I would never recommend doing what I do with premixed plaster or lite compound since these compounds only provide surface strength. I use either Certainteed high density setting compounds or CGC Sheetrock Brand Setting-Type Drywall Compounds to fill in the pores of the drywall; not the paper pores.

non-beveled(flat) sides = butt ends

I should have mentioned that I do tape&mud the corners as well; to avoid confusion.

What the so called professionals are doing is seriously bad behaviour and bad work. Its insanity. Over plastering because the plaster is garbage and then over sanding like home owners.


----------



## MrWillys (Mar 10, 2014)

imagine that, all the Lawyers, Engineers and trade associations are wrong and a renovator is right?


----------



## endo_alley_revisited (Aug 9, 2016)

Consistency said:


> Why are the non-beveled(flat) sides of the drywall taped since the resulting hump looks horrible?
> 
> As a renovator. I cut the flat ends of the drywall on a 45 degree angle on both sides, then I use 20 or 45 (not 90) hot mud to completely fill in the pores of the drywall sides with my finger and then finish filling the cavity with the knife. Hence joining two sheets of drywall at the molecular level. Then do 2nd and 3rd coats with miss certainteed red. This way the walls are perfectly flat and structurally sound for years.
> 
> ...



flat ends of the drywall ? the correct term is Butt Joints. Haven't you heard of drywall shims? Shim the wall such that the butt joints are recessed from the rest of the wall. Or use BUTT BOARDS to recess the butt joint. The idea of reinforcing tape is to create a monolithic surface with no cracks. No tape and it all cracks. If you are trying to do good work, all walls and ceilings should be checked with a straight edge and properly shimmed prior to hanging the sheetrock. At this time you can recess the butts.


----------



## Consistency (Sep 26, 2016)

Too many professionals have failed the basic chemistry lesson which indicates that alike molecules stick together and unlike molecules don't. Taping is required where paper is visible because it is self evident that paper is unlike plaster. Are you guys following the basic laws of chemistry?

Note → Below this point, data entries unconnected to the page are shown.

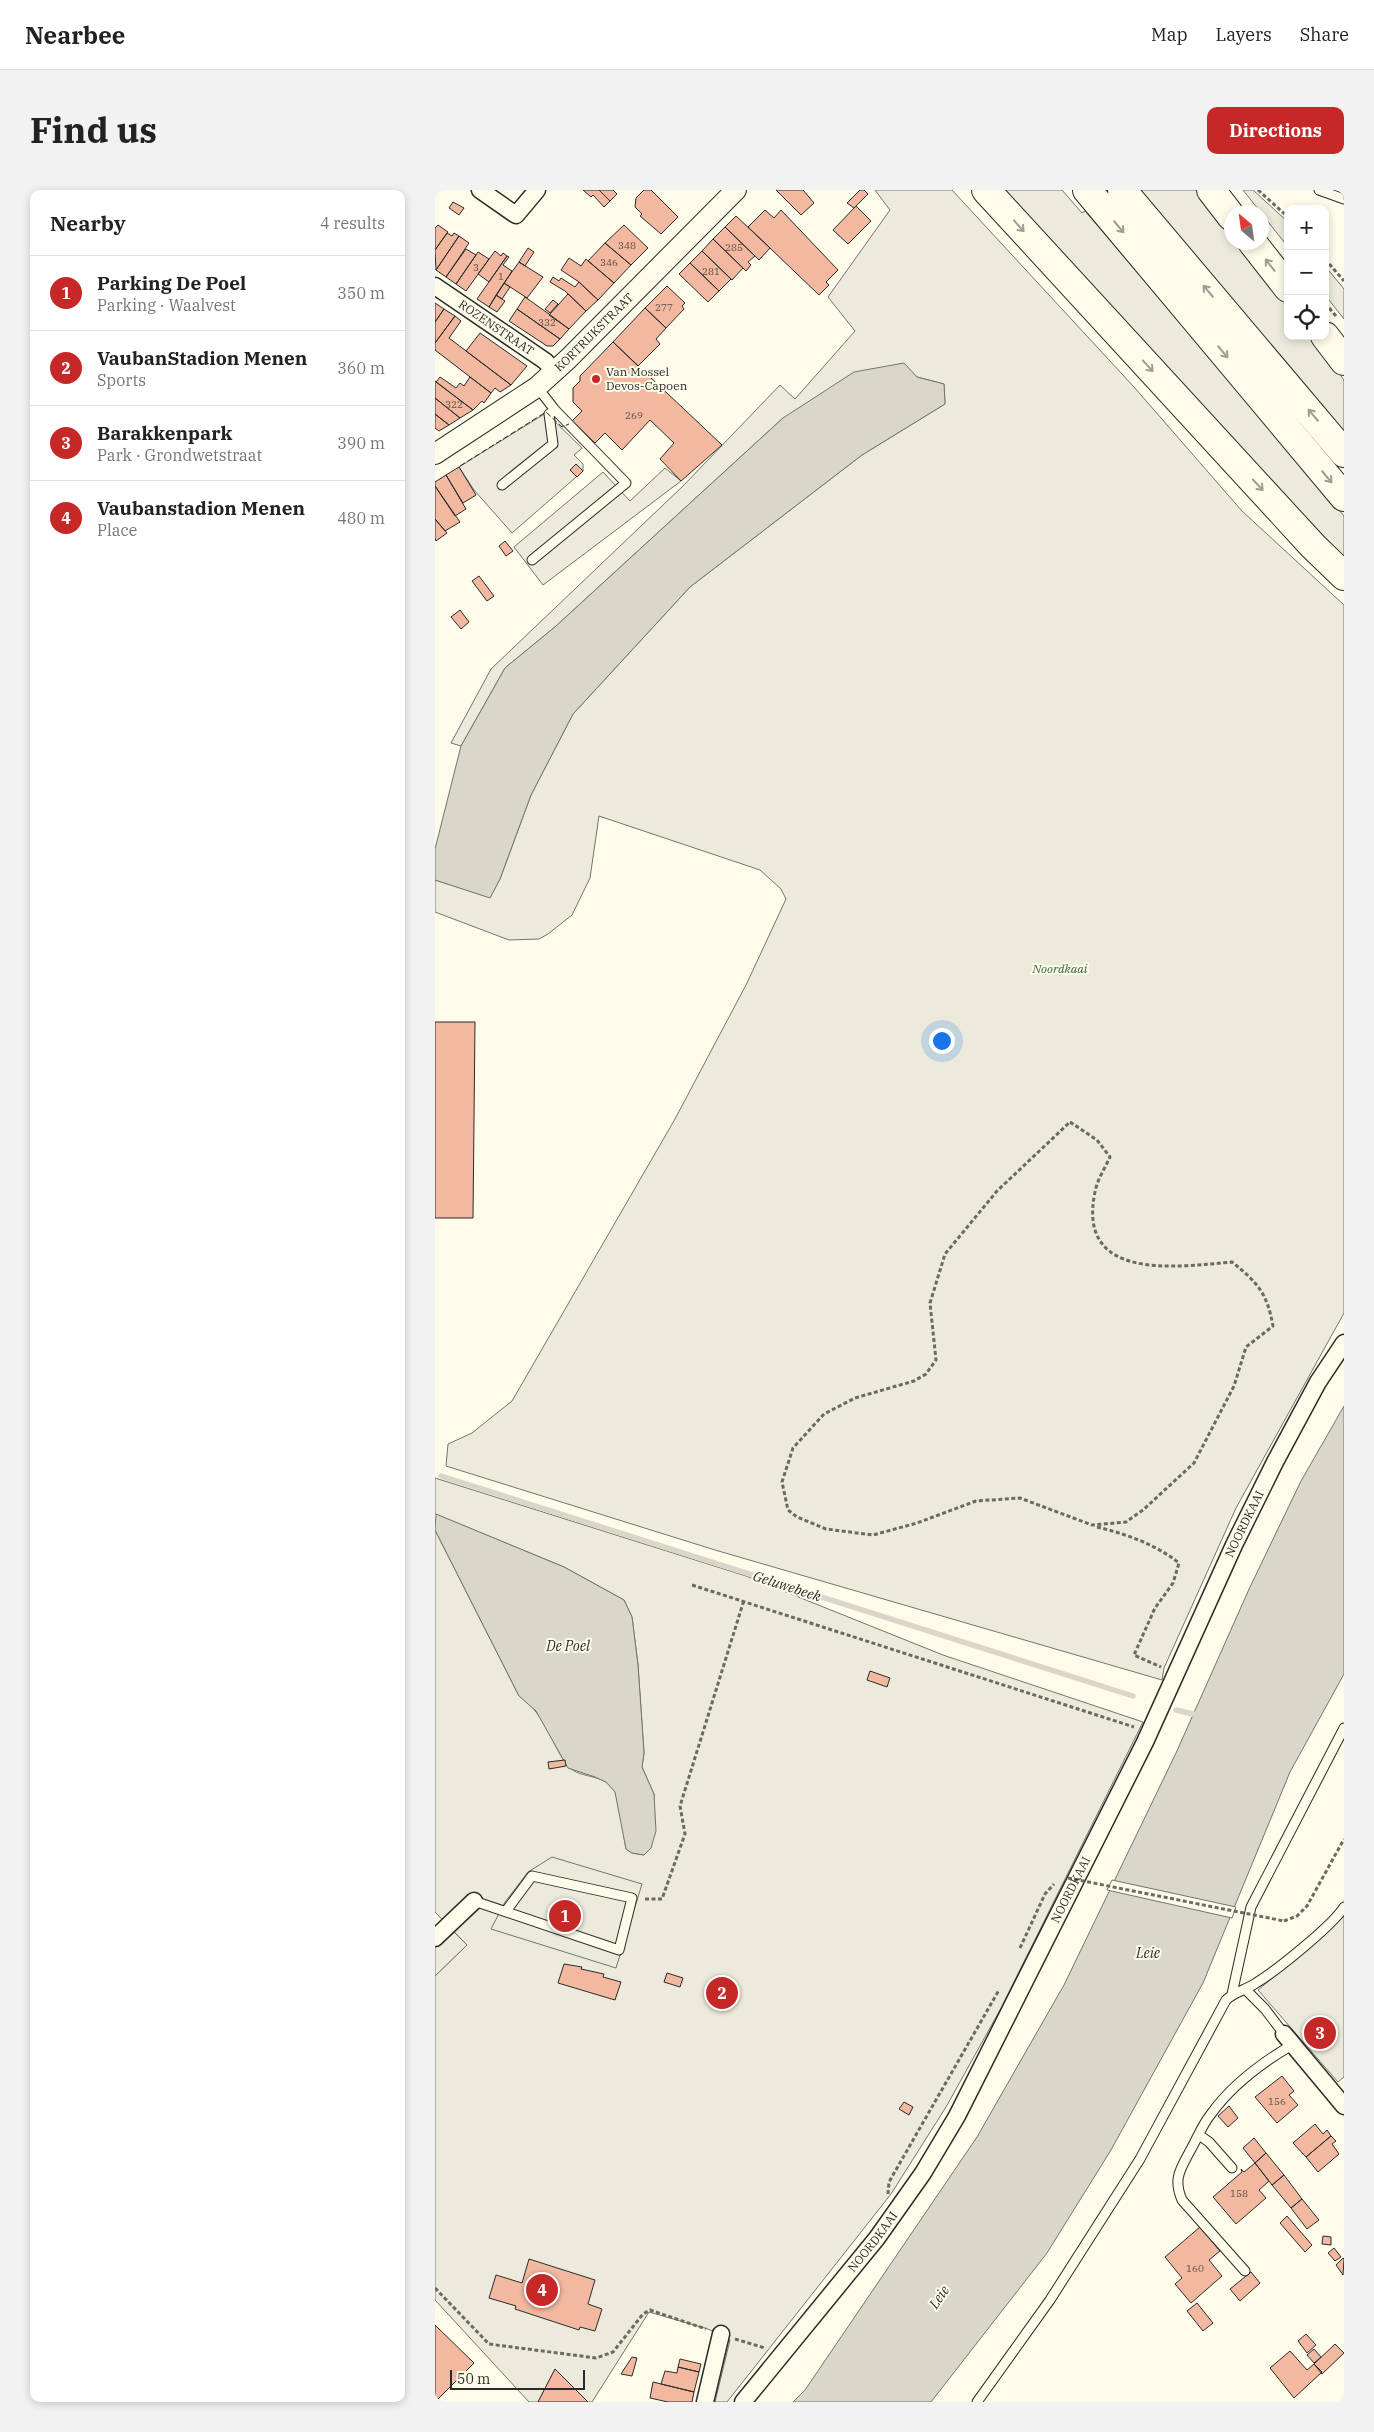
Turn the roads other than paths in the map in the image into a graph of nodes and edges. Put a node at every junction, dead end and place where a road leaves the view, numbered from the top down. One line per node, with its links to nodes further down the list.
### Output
1 (480, 190): 2 (street)
2 (537, 190)
3 (736, 190): 16 (street, KORTRIJKSTRAAT)
4 (987, 190): 24 (highway, one-way to 24)
5 (1087, 190): 22 (highway, one-way to 22)
6 (1122, 190): 19 (highway, one-way to 6)
7 (1211, 190): 10 (highway)
8 (1319, 190): 9 (lane)
9 (1344, 198)
10 (1224, 207)
11 (1258, 250): 12 (highway, one-way to 11)
12 (1284, 283)
13 (435, 286): 16 (street, ROZENSTRAAT)
14 (1328, 340): 15 (highway)
15 (1344, 361)
16 (555, 371): 17 (street, KORTRIJKSTRAAT)
17 (537, 387): 18 (lane); 20 (street, KORTRIJKSTRAAT)
18 (555, 410): 21 (lane); 23 (lane)
19 (1344, 453)
20 (435, 454)
21 (502, 485)
22 (1344, 497)
23 (532, 560)
24 (1344, 576)
25 (1344, 1343): 40 (street, NOORDKAAI)
26 (1344, 1728): 32 (lane)
27 (474, 1900): 29 (lane); 30 (street)
28 (1344, 1906): 31 (lane)
29 (506, 1911): 29 (lane)
30 (435, 1938)
31 (1245, 1990): 32 (lane); 33 (lane)
32 (1232, 1994): 41 (lane)
33 (1288, 2040): 34 (street); 35 (lane)
34 (1344, 2106)
35 (1199, 2135): 36 (lane); 37 (lane)
36 (1232, 2168)
37 (1245, 2271)
38 (721, 2334): 39 (street)
39 (705, 2402)
40 (743, 2402)
41 (977, 2402)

Drywall boards and fast drying setting compounds are mostly composed of Gypsum(Calcium sulfate) while premixed compounds are mostly composed of other minerals like Limestone. MSDS's are available below.

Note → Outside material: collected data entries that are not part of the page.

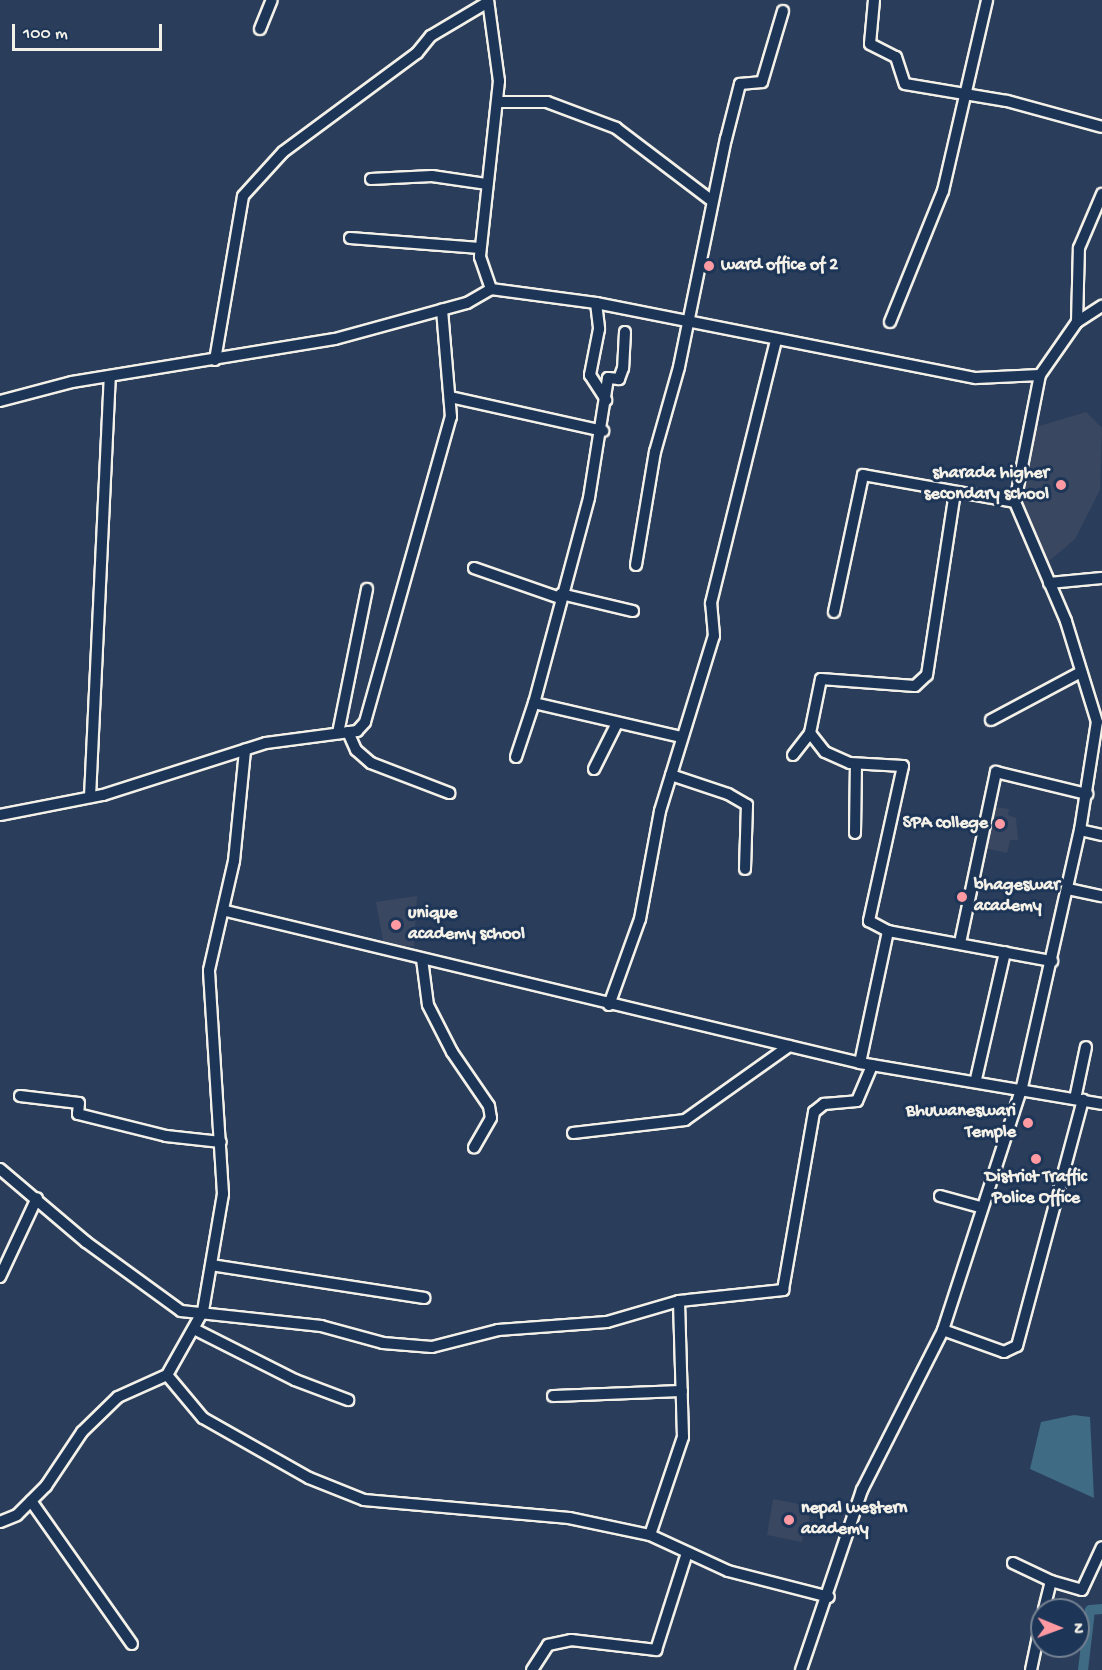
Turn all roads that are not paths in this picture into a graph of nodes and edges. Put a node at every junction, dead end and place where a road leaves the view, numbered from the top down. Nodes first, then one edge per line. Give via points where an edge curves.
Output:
1 (272, 0) edge
2 (874, 0) edge
3 (987, 0) edge
4 (488, 1) edge
5 (783, 11) dead end
6 (260, 29) dead end
7 (963, 97) junction
8 (497, 102) junction
9 (1102, 127) edge
10 (371, 179) dead end
11 (487, 183) junction
12 (1102, 194) edge
13 (711, 200) junction
14 (350, 238) dead end
15 (480, 248) junction
16 (491, 289) junction
17 (596, 303) junction
18 (1102, 306) edge
19 (442, 309) junction
20 (687, 320) junction
21 (890, 322) dead end
22 (1077, 322) junction
23 (625, 332) dead end
24 (776, 340) junction
25 (216, 360) junction
26 (1040, 375) junction
27 (110, 376) junction
28 (450, 397) junction
29 (606, 400) junction
30 (0, 401) edge
31 (603, 431) junction
32 (955, 492) junction
33 (1015, 502) junction
34 (636, 565) dead end
35 (474, 568) dead end
36 (1102, 578) edge
37 (1049, 583) junction
38 (367, 589) dead end
39 (561, 596) junction
40 (633, 611) dead end
41 (834, 612) dead end
42 (1081, 672) junction
43 (534, 703) junction
44 (991, 720) dead end
45 (1100, 722) edge
46 (616, 725) junction
47 (343, 733) junction
48 (810, 733) junction
49 (681, 737) junction
50 (245, 750) junction
51 (793, 755) dead end
52 (516, 757) dead end
53 (856, 765) junction
54 (594, 769) dead end
55 (671, 775) junction
56 (449, 793) dead end
57 (1087, 794) junction
58 (90, 797) junction
59 (0, 815) edge
60 (1080, 830) junction
61 (855, 833) dead end
62 (1102, 835) edge
63 (746, 869) dead end
64 (1068, 889) junction
65 (1102, 896) edge
66 (226, 911) junction
67 (888, 931) junction
68 (960, 943) junction
69 (1005, 952) junction
70 (422, 959) junction
71 (1052, 961) junction
72 (609, 1005) junction
73 (789, 1046) junction
74 (1086, 1047) dead end
75 (860, 1063) junction
76 (872, 1065) junction
77 (976, 1079) junction
78 (1022, 1087) junction
79 (20, 1096) dead end
80 (1079, 1100) junction
81 (1102, 1104) edge
82 (573, 1133) dead end
83 (220, 1142) junction
84 (474, 1148) dead end
85 (0, 1169) edge
86 (940, 1196) dead end
87 (37, 1198) junction
88 (980, 1207) junction
89 (211, 1265) junction
90 (0, 1277) edge
91 (424, 1298) dead end
92 (679, 1301) junction
93 (203, 1311) junction
94 (196, 1330) junction
95 (943, 1330) junction
96 (167, 1375) junction
97 (682, 1391) junction
98 (554, 1396) dead end
99 (348, 1400) dead end
100 (31, 1501) junction
101 (0, 1522) edge
102 (650, 1535) junction
103 (1102, 1547) edge
104 (687, 1553) junction
105 (1013, 1563) dead end
106 (1051, 1581) junction
107 (829, 1597) junction
108 (1047, 1598) edge
109 (132, 1644) dead end
110 (532, 1670) edge
111 (801, 1670) edge

1 - 6 street
2 - 7 street via 870,44 896,57 905,84
3 - 7 street
4 - 8 street
4 - 25 street via 431,36 417,53 283,152 243,196
5 - 13 street via 762,82 740,84
7 - 9 street via 1007,101
7 - 21 street via 942,191
8 - 11 street
8 - 13 street via 547,102 616,128
10 - 11 street via 432,176
11 - 15 street
12 - 22 street via 1079,248
13 - 20 street
14 - 15 street
15 - 16 street
16 - 17 street
16 - 19 street
17 - 20 street
17 - 29 street via 599,338 590,375
18 - 22 street
19 - 25 street via 335,339
19 - 28 street
20 - 24 street
20 - 34 street via 655,452
22 - 26 street
23 - 29 street via 623,368 619,379 608,378
24 - 26 street via 975,378
24 - 49 street via 711,603 714,636
25 - 27 street
26 - 33 street
27 - 30 street
27 - 58 street
28 - 31 street
28 - 47 street via 451,417 373,704 361,727
29 - 31 street
31 - 39 street
32 - 33 street
32 - 41 street via 862,475
32 - 48 street via 927,675 915,686 821,679
33 - 37 street
35 - 39 street
36 - 37 street
37 - 42 street
38 - 47 street
39 - 40 street
39 - 43 street
42 - 44 street
42 - 45 street
43 - 46 street
43 - 52 street
45 - 57 street
46 - 49 street
46 - 54 street
47 - 50 street
47 - 56 street via 371,763
48 - 51 street
48 - 53 street via 825,752
49 - 55 street
50 - 58 street
50 - 66 street
53 - 61 street
53 - 67 street via 905,761 869,921
55 - 63 street via 728,794 747,806
55 - 72 street via 640,919
57 - 60 street
57 - 68 street via 996,772
58 - 59 street
60 - 62 street
60 - 64 street
64 - 65 street
64 - 71 street
66 - 70 street
66 - 83 street via 209,970
67 - 68 street
67 - 75 street
68 - 69 street
69 - 71 street
69 - 77 street
70 - 72 street
70 - 84 street via 428,1005 452,1052 489,1106 491,1118
71 - 78 street
72 - 73 street
73 - 75 street
73 - 82 street via 685,1120
74 - 80 street
75 - 76 street
76 - 77 street
76 - 92 street via 857,1101 824,1104 814,1112 783,1290
77 - 78 street
78 - 80 street
78 - 88 street
79 - 83 street via 79,1102 78,1114 166,1136
80 - 81 street
80 - 95 street via 1017,1346 1004,1352
83 - 89 street via 223,1194
85 - 87 street
86 - 88 street
87 - 90 street
87 - 93 street via 86,1242 181,1311
88 - 95 street
89 - 91 street
89 - 93 street
92 - 93 street via 607,1322 498,1330 432,1347
92 - 97 street
93 - 94 street
94 - 96 street
94 - 99 street via 295,1380
95 - 107 street via 862,1490
96 - 100 street via 118,1397 82,1432
96 - 102 street via 203,1418 309,1478 364,1500 569,1518
97 - 98 street
97 - 102 street via 683,1437
100 - 101 street
100 - 109 street
102 - 104 street
103 - 106 street via 1082,1590
104 - 107 street via 728,1571
104 - 110 street via 656,1650 571,1641 548,1645
105 - 106 street
106 - 108 street
107 - 111 street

Fast setting drywall compounds: http://www.certainteed.com/resources/CTG_CT3-01_Setting_Compounds-MSDS_Eng.pdf

Drywall boards: http://www.certainteed.com/resources/CTG_5-16_Gypsum_Board_MSDS_Eng.pdf

Premixed drywall compounds: http://www.certainteed.com/resources/CTG_CT1-01_Ready-Mix_MSDS_Eng.pdf

My point is that at the butt ends, it is better to cut the butt ends at a 45 degree angle and then fill in (with my finger and not a knife) the exposed white drywall pores with fast drying setting compound, both are composed of Gypsum(Calcium sulfate) and will follow the laws of chemistry by sticking together. Then continue filling the cavity with a knife after the pores have been fully filled as I already indicated.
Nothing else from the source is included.